■ **Exercise requirements**: Using the records below, find every line that includes "edges" and copy it.

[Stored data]

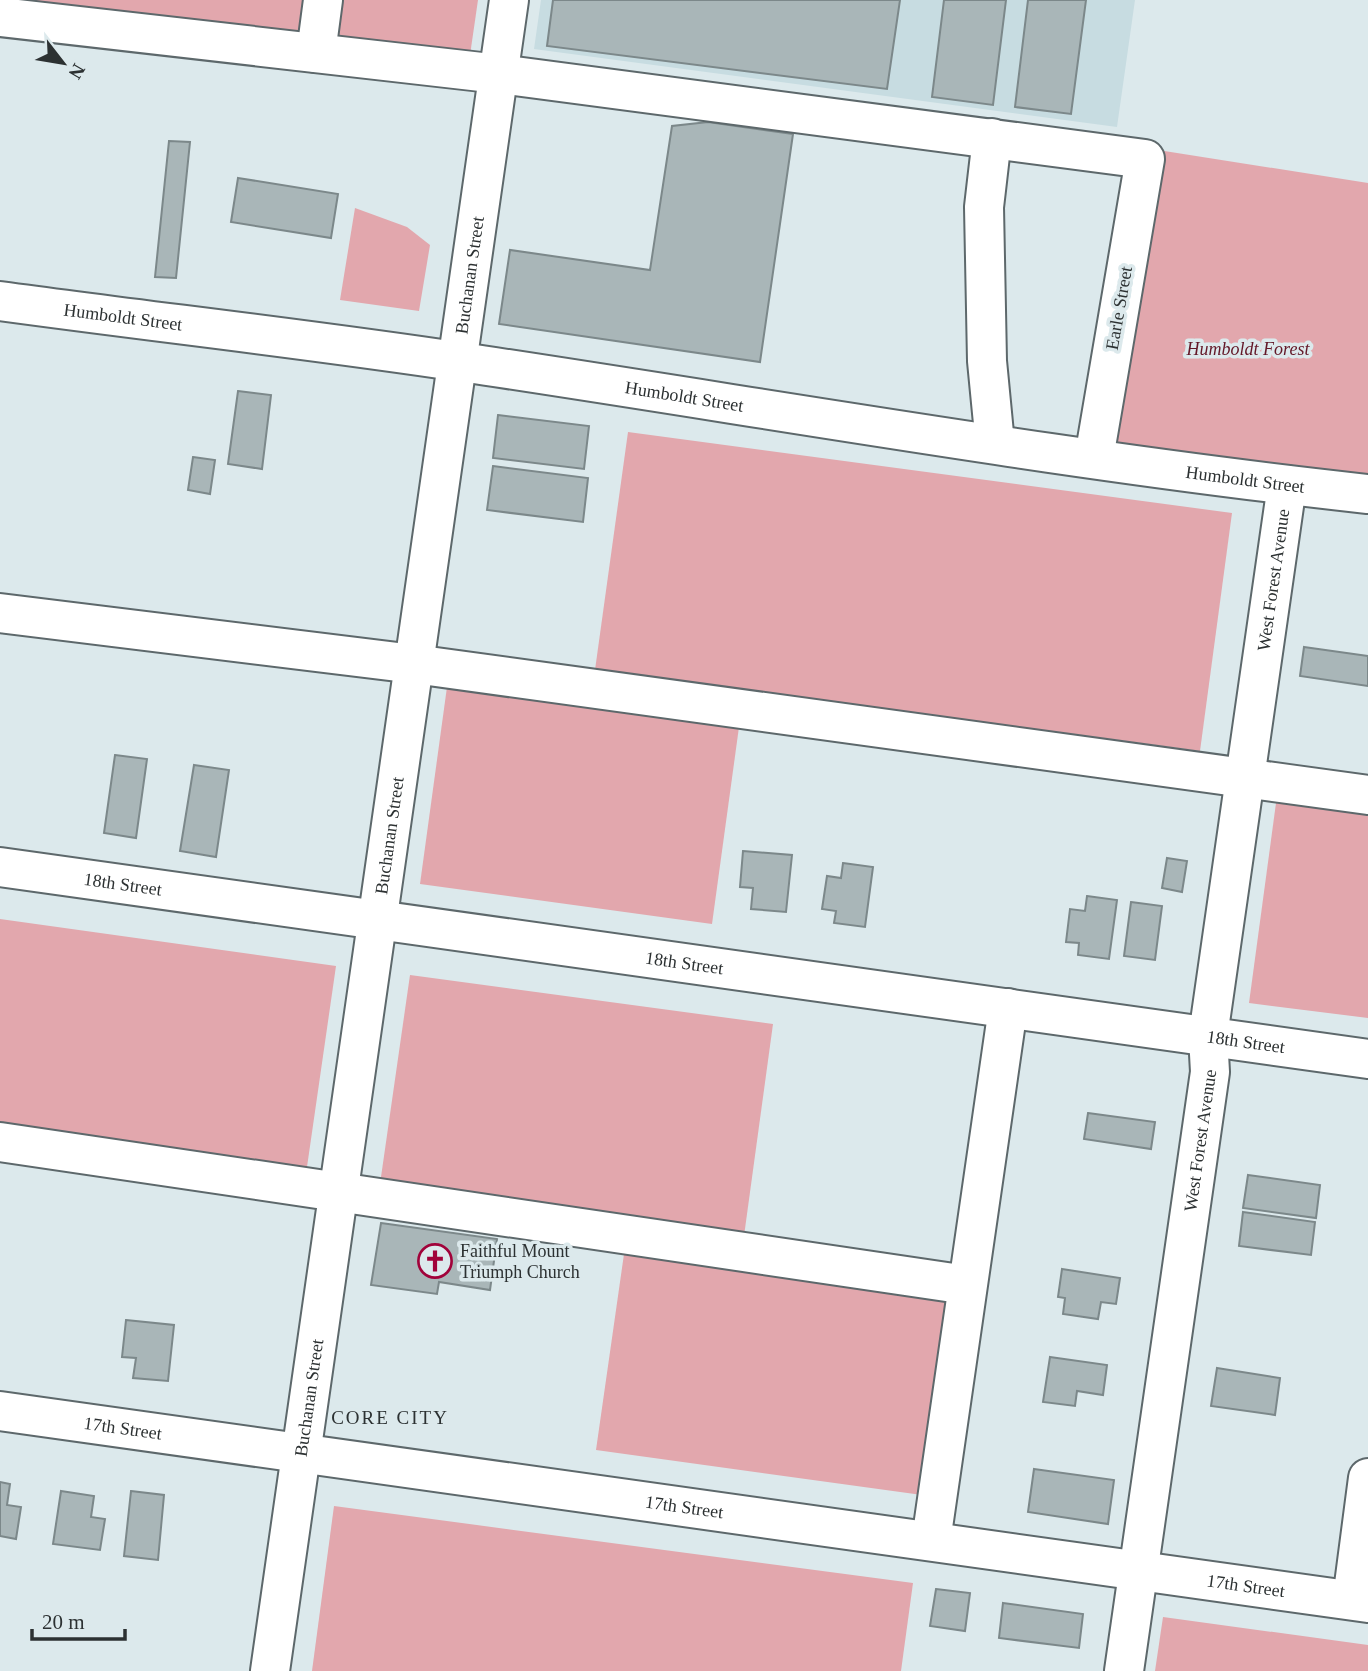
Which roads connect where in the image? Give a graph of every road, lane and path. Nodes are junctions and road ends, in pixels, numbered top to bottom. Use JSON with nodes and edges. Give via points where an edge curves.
{"nodes":[{"id":1,"x":323,"y":0,"type":"edge"},
{"id":2,"x":509,"y":0,"type":"edge"},
{"id":3,"x":0,"y":17,"type":"edge"},
{"id":4,"x":316,"y":53,"type":"junction"},
{"id":5,"x":499,"y":74,"type":"junction"},
{"id":6,"x":992,"y":138,"type":"junction"},
{"id":7,"x":0,"y":301,"type":"edge"},
{"id":8,"x":458,"y":362,"type":"junction"},
{"id":9,"x":995,"y":444,"type":"junction"},
{"id":10,"x":1094,"y":458,"type":"junction"},
{"id":11,"x":1287,"y":485,"type":"junction"},
{"id":12,"x":1368,"y":494,"type":"edge"},
{"id":13,"x":0,"y":613,"type":"edge"},
{"id":14,"x":414,"y":664,"type":"junction"},
{"id":15,"x":1245,"y":777,"type":"junction"},
{"id":16,"x":1368,"y":794,"type":"edge"},
{"id":17,"x":0,"y":867,"type":"edge"},
{"id":18,"x":378,"y":920,"type":"junction"},
{"id":19,"x":1008,"y":1008,"type":"junction"},
{"id":20,"x":1208,"y":1036,"type":"junction"},
{"id":21,"x":1368,"y":1059,"type":"edge"},
{"id":22,"x":0,"y":1142,"type":"edge"},
{"id":23,"x":338,"y":1190,"type":"junction"},
{"id":24,"x":967,"y":1284,"type":"junction"},
{"id":25,"x":0,"y":1411,"type":"edge"},
{"id":26,"x":302,"y":1453,"type":"junction"},
{"id":27,"x":1368,"y":1478,"type":"edge"},
{"id":28,"x":930,"y":1541,"type":"junction"},
{"id":29,"x":1138,"y":1571,"type":"junction"},
{"id":30,"x":1360,"y":1602,"type":"edge"},
{"id":31,"x":270,"y":1671,"type":"edge"},
{"id":32,"x":1124,"y":1671,"type":"edge"}],
"edges":[{"from":1,"to":4,"type":"street"},
{"from":2,"to":5,"type":"street","name":"Buchanan Street"},
{"from":3,"to":4,"type":"street"},
{"from":4,"to":5,"type":"street"},
{"from":5,"to":6,"type":"street"},
{"from":5,"to":8,"type":"street","name":"Buchanan Street"},
{"from":6,"to":9,"type":"street","via":[[984,207],[987,361]]},
{"from":6,"to":10,"type":"street","name":"Earle Street","via":[[1144,159]]},
{"from":7,"to":8,"type":"street","name":"Humboldt Street"},
{"from":8,"to":9,"type":"street","name":"Humboldt Street"},
{"from":8,"to":14,"type":"street","name":"Buchanan Street"},
{"from":9,"to":10,"type":"street","name":"Humboldt Street"},
{"from":10,"to":11,"type":"street","name":"Humboldt Street"},
{"from":11,"to":12,"type":"street","name":"Humboldt Street"},
{"from":11,"to":15,"type":"street","name":"West Forest Avenue"},
{"from":13,"to":14,"type":"street"},
{"from":14,"to":15,"type":"street"},
{"from":14,"to":18,"type":"street","name":"Buchanan Street"},
{"from":15,"to":16,"type":"street"},
{"from":15,"to":20,"type":"street","name":"West Forest Avenue"},
{"from":17,"to":18,"type":"street","name":"18th Street"},
{"from":18,"to":19,"type":"street","name":"18th Street"},
{"from":18,"to":23,"type":"street","name":"Buchanan Street"},
{"from":19,"to":20,"type":"street","name":"18th Street"},
{"from":19,"to":24,"type":"street"},
{"from":20,"to":21,"type":"street","name":"18th Street"},
{"from":20,"to":29,"type":"street","name":"West Forest Avenue","via":[[1210,1072]]},
{"from":22,"to":23,"type":"street"},
{"from":23,"to":24,"type":"street"},
{"from":23,"to":26,"type":"street","name":"Buchanan Street"},
{"from":24,"to":28,"type":"street"},
{"from":25,"to":26,"type":"street","name":"17th Street"},
{"from":26,"to":28,"type":"street","name":"17th Street"},
{"from":26,"to":31,"type":"street","name":"Buchanan Street"},
{"from":27,"to":30,"type":"street"},
{"from":28,"to":29,"type":"street","name":"17th Street"},
{"from":29,"to":30,"type":"street","name":"17th Street"},
{"from":29,"to":32,"type":"street","name":"West Forest Avenue"}]}
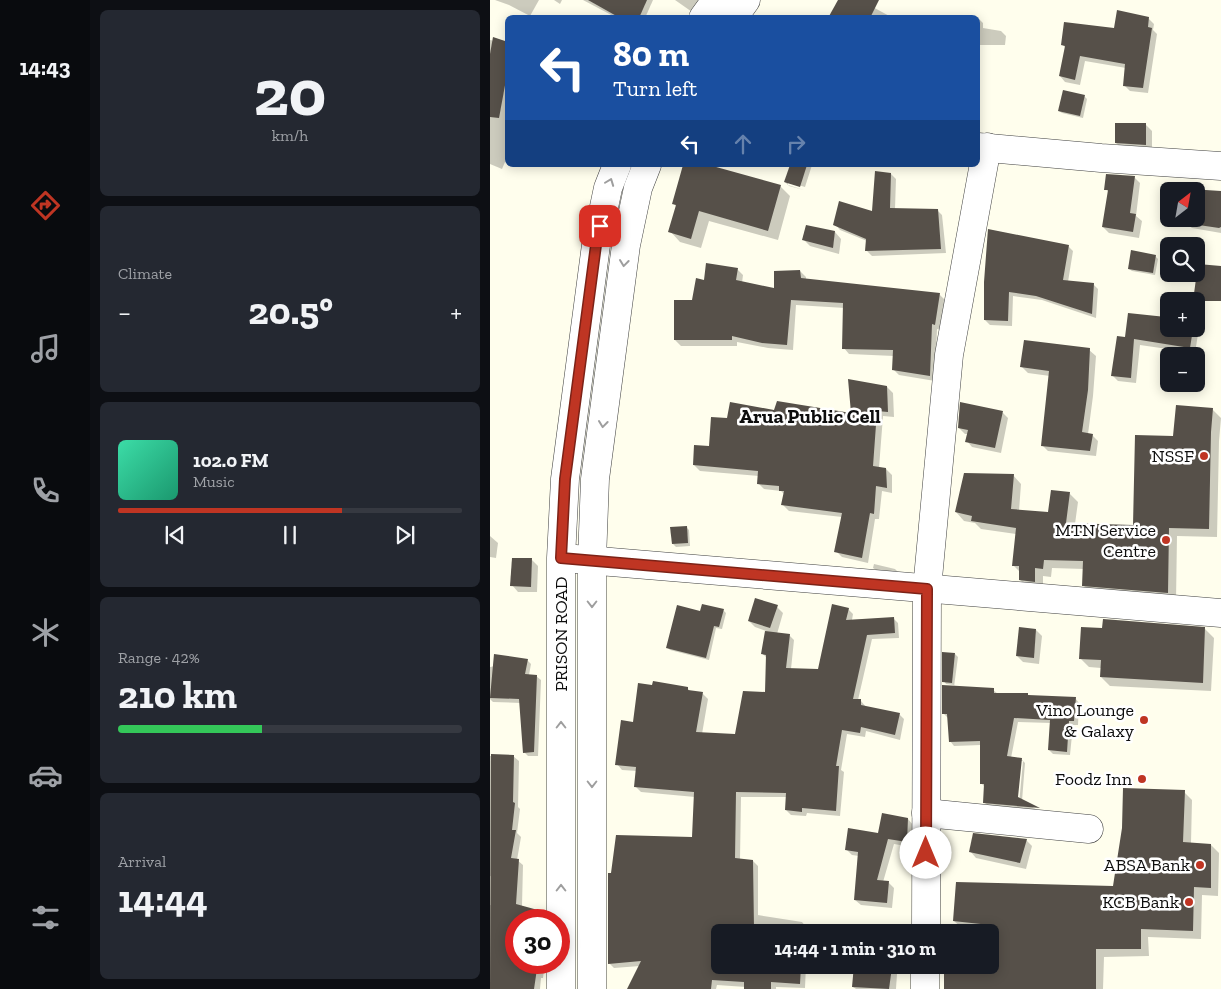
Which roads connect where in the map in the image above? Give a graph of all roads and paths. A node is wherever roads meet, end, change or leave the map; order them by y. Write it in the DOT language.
graph roads {
  1 [pos="716,0"];
  2 [pos="746,0"];
  3 [pos="704,15"];
  4 [pos="735,15"];
  5 [pos="982,147"];
  6 [pos="980,160"];
  7 [pos="1221,166"];
  8 [pos="616,167"];
  9 [pos="646,167"];
  10 [pos="979,167"];
  11 [pos="561,558"];
  12 [pos="592,560"];
  13 [pos="927,589"];
  14 [pos="1221,614"];
  15 [pos="926,813"];
  16 [pos="1089,829"];
  17 [pos="926,924"];
  18 [pos="926,974"];
  19 [pos="561,989"];
  20 [pos="592,989"];
  21 [pos="926,989"];
  1 -- 3 [label="street"];
  2 -- 4 [label="street"];
  5 -- 6 [label="street"];
  5 -- 7 [label="street"];
  11 -- 8 [label="street, PRISON ROAD, one-way"];
  9 -- 12 [label="street, PRISON ROAD, one-way"];
  10 -- 13 [label="street"];
  11 -- 12 [label="street"];
  19 -- 11 [label="street, PRISON ROAD, one-way"];
  12 -- 13 [label="street"];
  12 -- 20 [label="street, PRISON ROAD, one-way"];
  13 -- 14 [label="street"];
  13 -- 15 [label="street"];
  15 -- 16 [label="street"];
  15 -- 17 [label="street"];
  18 -- 21 [label="street"];
}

■ **Completed exercise**:
Which roads connect where in the image? Give a graph of every road, lane and path. Nodes are junctions and road ends, in pixels, numbered top to bottom. Use JSON with nodes and edges. Give via points where an edge curves.
"edges":[{"from":1,"to":4,"type":"street"},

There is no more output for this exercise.